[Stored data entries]
=== Section Start ===

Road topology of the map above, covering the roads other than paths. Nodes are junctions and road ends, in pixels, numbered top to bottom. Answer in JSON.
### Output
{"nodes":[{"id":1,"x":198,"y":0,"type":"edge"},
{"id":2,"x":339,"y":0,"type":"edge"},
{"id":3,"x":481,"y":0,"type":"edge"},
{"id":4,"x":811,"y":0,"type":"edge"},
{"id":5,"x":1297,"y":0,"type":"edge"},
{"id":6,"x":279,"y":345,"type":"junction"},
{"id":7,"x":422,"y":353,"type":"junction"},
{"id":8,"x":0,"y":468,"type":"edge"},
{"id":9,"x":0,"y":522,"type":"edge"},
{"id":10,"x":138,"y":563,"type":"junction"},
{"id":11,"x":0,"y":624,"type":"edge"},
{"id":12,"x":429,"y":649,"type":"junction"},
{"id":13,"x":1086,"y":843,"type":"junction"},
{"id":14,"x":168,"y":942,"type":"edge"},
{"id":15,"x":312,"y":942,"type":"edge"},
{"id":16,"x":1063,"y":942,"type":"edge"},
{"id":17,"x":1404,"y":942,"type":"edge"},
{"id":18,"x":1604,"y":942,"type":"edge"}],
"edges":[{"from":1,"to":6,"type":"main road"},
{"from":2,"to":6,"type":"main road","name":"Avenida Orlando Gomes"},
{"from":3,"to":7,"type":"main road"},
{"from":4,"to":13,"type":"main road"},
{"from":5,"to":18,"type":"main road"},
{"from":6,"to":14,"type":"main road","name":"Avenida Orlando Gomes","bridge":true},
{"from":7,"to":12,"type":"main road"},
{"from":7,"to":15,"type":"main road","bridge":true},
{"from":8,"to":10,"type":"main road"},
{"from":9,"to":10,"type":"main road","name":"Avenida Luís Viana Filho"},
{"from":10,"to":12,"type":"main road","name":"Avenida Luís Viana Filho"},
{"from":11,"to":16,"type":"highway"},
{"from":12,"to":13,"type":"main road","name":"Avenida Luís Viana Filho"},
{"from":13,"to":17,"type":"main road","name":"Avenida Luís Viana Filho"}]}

=== Section End ===

Please retype every entry above exactly as it stands.

*Completed task*:
Road topology of the map above, covering the roads other than paths. Nodes are junctions and road ends, in pixels, numbered top to bottom. Answer in JSON.
### Output
{"nodes":[{"id":1,"x":198,"y":0,"type":"edge"},
{"id":2,"x":339,"y":0,"type":"edge"},
{"id":3,"x":481,"y":0,"type":"edge"},
{"id":4,"x":811,"y":0,"type":"edge"},
{"id":5,"x":1297,"y":0,"type":"edge"},
{"id":6,"x":279,"y":345,"type":"junction"},
{"id":7,"x":422,"y":353,"type":"junction"},
{"id":8,"x":0,"y":468,"type":"edge"},
{"id":9,"x":0,"y":522,"type":"edge"},
{"id":10,"x":138,"y":563,"type":"junction"},
{"id":11,"x":0,"y":624,"type":"edge"},
{"id":12,"x":429,"y":649,"type":"junction"},
{"id":13,"x":1086,"y":843,"type":"junction"},
{"id":14,"x":168,"y":942,"type":"edge"},
{"id":15,"x":312,"y":942,"type":"edge"},
{"id":16,"x":1063,"y":942,"type":"edge"},
{"id":17,"x":1404,"y":942,"type":"edge"},
{"id":18,"x":1604,"y":942,"type":"edge"}],
"edges":[{"from":1,"to":6,"type":"main road"},
{"from":2,"to":6,"type":"main road","name":"Avenida Orlando Gomes"},
{"from":3,"to":7,"type":"main road"},
{"from":4,"to":13,"type":"main road"},
{"from":5,"to":18,"type":"main road"},
{"from":6,"to":14,"type":"main road","name":"Avenida Orlando Gomes","bridge":true},
{"from":7,"to":12,"type":"main road"},
{"from":7,"to":15,"type":"main road","bridge":true},
{"from":8,"to":10,"type":"main road"},
{"from":9,"to":10,"type":"main road","name":"Avenida Luís Viana Filho"},
{"from":10,"to":12,"type":"main road","name":"Avenida Luís Viana Filho"},
{"from":11,"to":16,"type":"highway"},
{"from":12,"to":13,"type":"main road","name":"Avenida Luís Viana Filho"},
{"from":13,"to":17,"type":"main road","name":"Avenida Luís Viana Filho"}]}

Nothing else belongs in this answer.